RIYADH – Saudi authorities have effectively delayed plans for floating state-run Aramco oil company on the stock market after Yemeni drone raids on oil installations earlier this month, according to report. The Reuters news agency cited sources with direct knowledge of Aramco’s future plans as saying on Tuesday that initial public offering (IPO) of the company would not take place this year despite pledges given by senior Saudi energy officials that the listing would take place by early November.
“They need to build confidence – in addition to restoring production,” one of the sources stated, making a reference to last Saturday’s attacks by Yemen’s Houthi Ansarullah movement on Aramco’s Khurais and Abqaiq plants, which process and clean crude.
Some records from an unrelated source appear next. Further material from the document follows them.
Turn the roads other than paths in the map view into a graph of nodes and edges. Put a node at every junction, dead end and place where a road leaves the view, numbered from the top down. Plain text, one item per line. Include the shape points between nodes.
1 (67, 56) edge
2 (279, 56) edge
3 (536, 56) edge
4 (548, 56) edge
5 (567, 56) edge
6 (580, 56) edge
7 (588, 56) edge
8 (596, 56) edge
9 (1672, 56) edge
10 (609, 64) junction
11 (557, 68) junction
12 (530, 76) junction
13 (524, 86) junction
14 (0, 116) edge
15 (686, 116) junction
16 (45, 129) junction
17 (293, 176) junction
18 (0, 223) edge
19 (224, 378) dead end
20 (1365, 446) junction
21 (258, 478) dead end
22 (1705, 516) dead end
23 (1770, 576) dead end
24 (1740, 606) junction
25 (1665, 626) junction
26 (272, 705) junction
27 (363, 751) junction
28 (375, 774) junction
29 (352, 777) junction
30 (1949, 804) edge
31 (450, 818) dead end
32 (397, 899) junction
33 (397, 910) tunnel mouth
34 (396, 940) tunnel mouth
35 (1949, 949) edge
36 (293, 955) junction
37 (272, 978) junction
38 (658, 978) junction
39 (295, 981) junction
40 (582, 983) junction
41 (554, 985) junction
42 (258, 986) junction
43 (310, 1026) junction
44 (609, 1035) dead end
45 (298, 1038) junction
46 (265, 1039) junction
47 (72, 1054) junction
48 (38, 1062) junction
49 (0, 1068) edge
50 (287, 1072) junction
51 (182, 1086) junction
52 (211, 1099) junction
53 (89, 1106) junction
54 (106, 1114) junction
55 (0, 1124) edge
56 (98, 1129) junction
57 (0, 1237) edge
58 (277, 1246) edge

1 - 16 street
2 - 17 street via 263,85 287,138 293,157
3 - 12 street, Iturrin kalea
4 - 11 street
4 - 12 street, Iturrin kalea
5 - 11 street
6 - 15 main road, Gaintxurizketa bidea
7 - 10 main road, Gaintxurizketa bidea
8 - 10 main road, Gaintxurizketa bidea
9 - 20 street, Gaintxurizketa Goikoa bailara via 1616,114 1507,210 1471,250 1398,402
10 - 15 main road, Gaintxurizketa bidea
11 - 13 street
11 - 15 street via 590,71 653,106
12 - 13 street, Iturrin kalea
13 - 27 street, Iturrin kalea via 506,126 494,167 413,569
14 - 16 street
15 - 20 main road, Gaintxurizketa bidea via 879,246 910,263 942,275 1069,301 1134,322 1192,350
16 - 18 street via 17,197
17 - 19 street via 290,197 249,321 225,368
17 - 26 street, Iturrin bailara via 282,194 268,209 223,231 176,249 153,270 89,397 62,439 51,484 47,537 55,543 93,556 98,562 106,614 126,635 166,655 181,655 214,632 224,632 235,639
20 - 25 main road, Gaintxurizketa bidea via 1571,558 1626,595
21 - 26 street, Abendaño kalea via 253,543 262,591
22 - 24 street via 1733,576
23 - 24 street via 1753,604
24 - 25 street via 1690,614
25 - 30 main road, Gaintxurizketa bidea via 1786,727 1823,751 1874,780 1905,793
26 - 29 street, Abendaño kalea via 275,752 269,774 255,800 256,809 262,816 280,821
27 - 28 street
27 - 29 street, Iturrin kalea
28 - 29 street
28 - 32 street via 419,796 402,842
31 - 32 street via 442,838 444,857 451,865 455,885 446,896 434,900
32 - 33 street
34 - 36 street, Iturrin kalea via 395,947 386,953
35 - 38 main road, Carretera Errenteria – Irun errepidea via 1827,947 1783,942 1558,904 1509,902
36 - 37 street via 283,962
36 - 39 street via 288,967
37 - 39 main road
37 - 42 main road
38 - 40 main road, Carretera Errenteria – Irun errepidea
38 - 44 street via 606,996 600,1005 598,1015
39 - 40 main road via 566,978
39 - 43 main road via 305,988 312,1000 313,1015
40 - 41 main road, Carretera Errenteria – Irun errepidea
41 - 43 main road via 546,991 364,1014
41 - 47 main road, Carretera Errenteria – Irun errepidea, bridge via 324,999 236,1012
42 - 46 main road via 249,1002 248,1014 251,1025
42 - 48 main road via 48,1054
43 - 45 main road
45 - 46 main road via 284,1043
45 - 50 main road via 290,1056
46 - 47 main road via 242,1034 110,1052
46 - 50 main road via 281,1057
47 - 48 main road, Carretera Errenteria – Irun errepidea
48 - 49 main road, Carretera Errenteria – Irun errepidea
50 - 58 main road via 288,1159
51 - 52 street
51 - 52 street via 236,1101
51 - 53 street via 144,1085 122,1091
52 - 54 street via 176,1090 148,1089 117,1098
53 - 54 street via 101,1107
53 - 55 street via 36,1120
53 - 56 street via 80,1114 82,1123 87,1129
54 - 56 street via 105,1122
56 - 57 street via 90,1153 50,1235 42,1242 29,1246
Aramco officials had announced last year that the company would offer one percent of its shares for sale on the domestic stock market as early as November 2019.
The IPO had been expected as a first step for the company to sell five percent of stakes and raise at least $100 billion to help the Saudi government fund an ambitious plan for modernizing its economy and diversifying it away from oil. However, attacks on oil installations have been seen as a major blow to Crown Prince Mohammad bin Salman and his Vision 2030 plan.
Reports suggest the young crown prince has been struggling to find new buyers for shares of Aramco, the world’s largest oil company which he has valued at $2 trillion. Experts underlined that the attacks on Aramco oil installations have clearly discouraged investors from buying company shares as the drone strikes by the Yemenis have exposed serious vulnerabilities in Saudi Arabia’s ability to protect its assets.
The Reuters said Aramco authorities had held emergency meetings with bankers and analysts after the attacks to find a way forward on the company’s IPO. It added that investors have been clearly opposed to the Saudi-proposed timeline for listing on the domestic bourse. Aramco has also told Japan’s top oil distributor about a possible change in shipments, raising concerns about Riyadh’s ability to supply crude oil a week after attacks on two huge oil processing facilities, the Nikkei Asian Review reported.
Aramco did not say why it wants to change the oil grade it supplies to JXTG Nippon Oil & Energy from light to heavy and medium, starting in October, JXTG officials stated. JXTG officials noted that they suspect that Aramco is taking more time than expected to repair its desulfurization facility, which is necessary to produce light-grade crude used in the production of gasoline and light gas oil, despite repeated assurances that the company’s supply would be restored soon.
Several Yemeni drones targeted Aramco oil facilities in Abqaiq and Khurais last Saturday. The attacks shut down at least 35-50 percent of the kingdom’s crude and gas production and cut the state oil giant’s crude oil supply by around 5.7 million barrels per day. A return to normal production could take months, not weeks, according to reports.
The drone raid by Yemen’s Houthi Ansarullah movement affected mainly light crude grades resulting in the shutdown of the pipeline from which Bahrain’s Bapco receives oil from state oil giant Aramco, Reuters reported citing two trade sources. The pipeline carries 220,000-230,000 barrels per day (bpd) and transfers Arab Light crude. The Bahraini company is looking for other ways to get about 2 million barrels of Saudi crude and may use vessels for transportation.
Aramco has also informed PetroChina that some of its loadings of light crude oil for October will be delayed by up to about 10 days after attacks on the kingdom’s oil facilities, a senior Chinese state oil source with knowledge of the matter stated. Oil refiners in Japan are gathering information on supplies from Saudi Arabia following the attack on the kingdom’s key crude oil facilities over the weekend, company officials noted.
Aramco has told Indian refiners that it can’t deliver the premium-grade Arab Light crude they ordered. Instead, the company will send heavy, lower-grade crude, The Wall Street Journal reported. Market and industry experts believe that the incident could stoke already-flaring tensions in the Middle East, driving crude prices higher amid growing fears of supply shortages. The consequences of the strikes led to uncertainty in the oil market as it’s unclear when the giant company can restore operations to normal.